Confus, le garçon vira au rouge brique :
— Je vous demande mille pardons, madame... je... je crois que je me suis laissé distraire.
— Et je peux vous dire par qui, fit le notaire en souriant. Bien que ce soit fort étonnant : même à votre âge on regarde plutôt les jolies filles que les vieilles demoiselles. Figurez-vous, mon cher Tremaine, que votre fils couve des yeux vos nouvelles locataires.
Guillaume se détourna à demi pour voir de qui il s’agissait :
— Oh, les demoiselles Mauger ! Je ne vois pas ce qu’elles ont de si passionnant ! Deux vieilles filles qui ont eu de grands malheurs, si j’ai bien compris, et qui souhaitaient trouver une maison isolée pour y vivre à l’écart avec leurs souvenirs. Pas de quoi accrocher des rêves !
— Je ne suis pas de votre avis, cher monsieur, minauda Mme Lebaron qui faisait toute une affaire d’empêcher le vent de lui enlever sa panne violette et ses plumes. Vous venez de prononcer plusieurs paroles propres à exciter l’imagination : grands malheurs, maison isolée, vie à l’écart. Si l’on a l’esprit un peu curieux, on a envie de savoir le pourquoi de tout cela.
— Me Lebaron pourrait vous en dire plus que moi, puisque c’est lui qui m’a proposé de louer à ces dames la maison du galérien...
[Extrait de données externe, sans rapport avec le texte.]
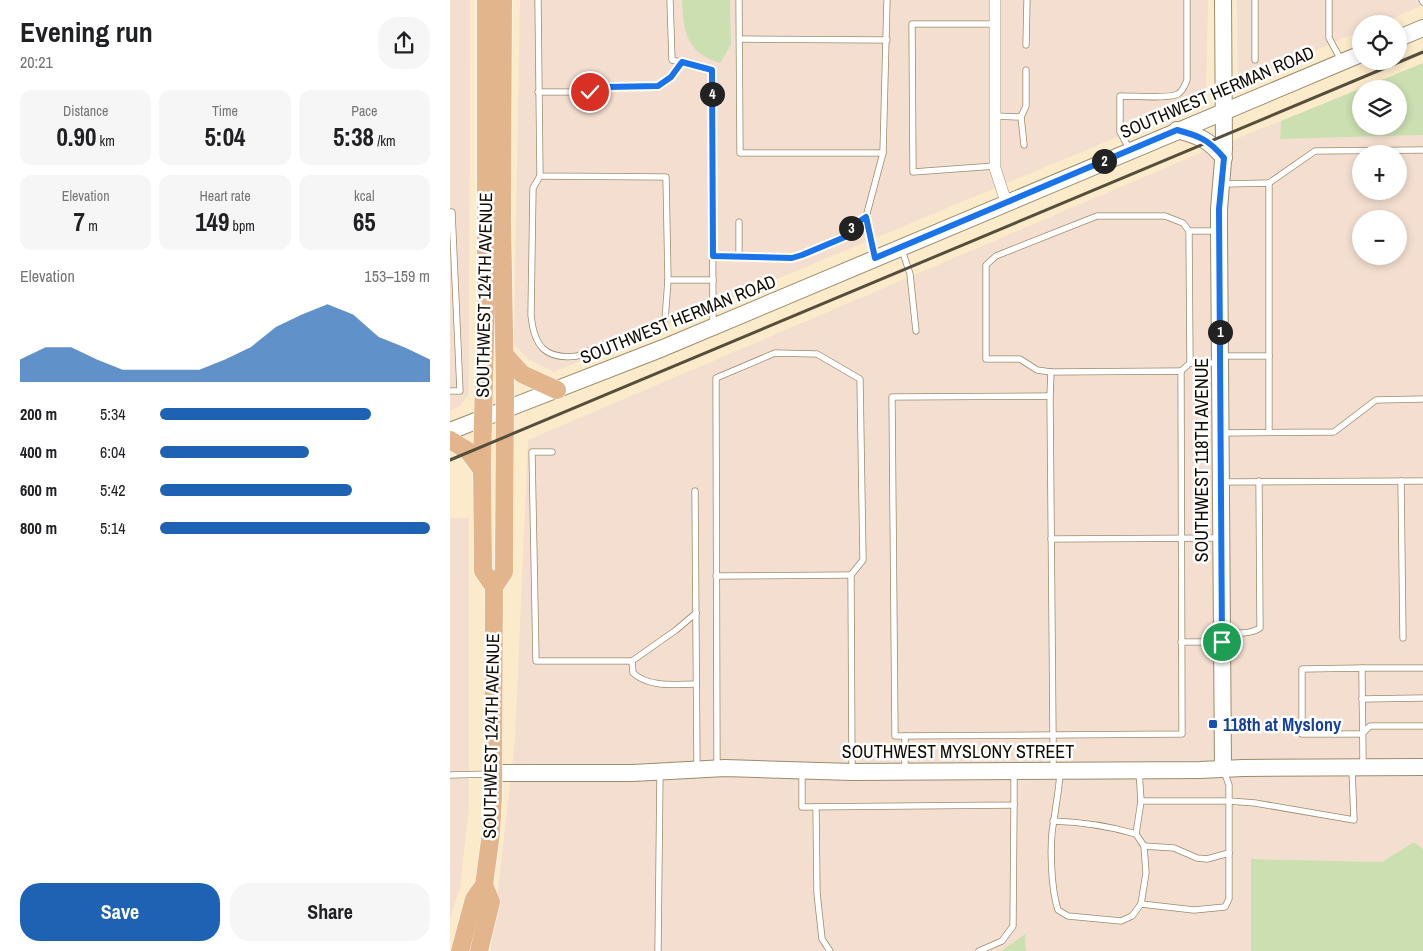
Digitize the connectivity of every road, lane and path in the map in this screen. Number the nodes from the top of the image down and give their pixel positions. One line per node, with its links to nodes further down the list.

S’il pensait calmer la curiosité de son fils, il se trompait. Le nom était trop évocateur :
— La maison du galérien ? Mais qu’est-ce que c’est ?
— Je te raconterai. C’est une assez belle histoire d’ailleurs, et elle est liée à celle de notre famille.
— En tout cas, reprit la notairesse, je ne comprends pas pourquoi ces femmes sont venues à la messe jusqu’ici. Leur maison, si ma mémoire est bonne, se situe sur les hauts de Morsalines, vers le mont Emery, et il y a là-bas une église. Vous-même fréquentez surtout celle de la Pernelle ce qui est normal puisqu’elle est voisine des Treize Vents. Vous êtes descendus à Saint-Vaast pour une occasion particulière, mais quelle raison peuvent avoir ces deux vieilles filles ?
A la mine crucifiée du tabellion, Guillaume devina qu’il allait subir un feu roulant de questions. Peu désireux d’y participer, il estima qu’il valait mieux couper court :
— Qui peut savoir ? Même lorsque l’on choisit la solitude, il peut arriver que l’envie vienne, à un moment ou à un autre, de s’approcher un peu des autres. Noël est, avec Pâques, la plus grande fête de l’année liturgique. En outre, ajouta-t-il avec un sourire, depuis que le département a décidé de rattacher Rideauville à Saint-Vaast sous un vocable unique, nous sommes devenus une ville de plus de trois mille habitants ! Il est normal que nous attirions les foules... A présent, souffrez que nous vous quittions ! Le vent fraîchit et ce n’est pas agréable pour des dames...
On se sépara. La foule d’ailleurs se dispersait avec l’empressement de gens qu’un bon repas attend. Les Tremaine, augmentés de Mlle Anne-Marie, réintégrèrent leur voiture pour rentrer en hâte : ils avaient des invités. Ils y trouvèrent Adam profondément endormi : ayant eu beaucoup de mal à garder les yeux ouverts pendant la messe, le futur savant s’était hâté de venir chercher là un coin tranquille.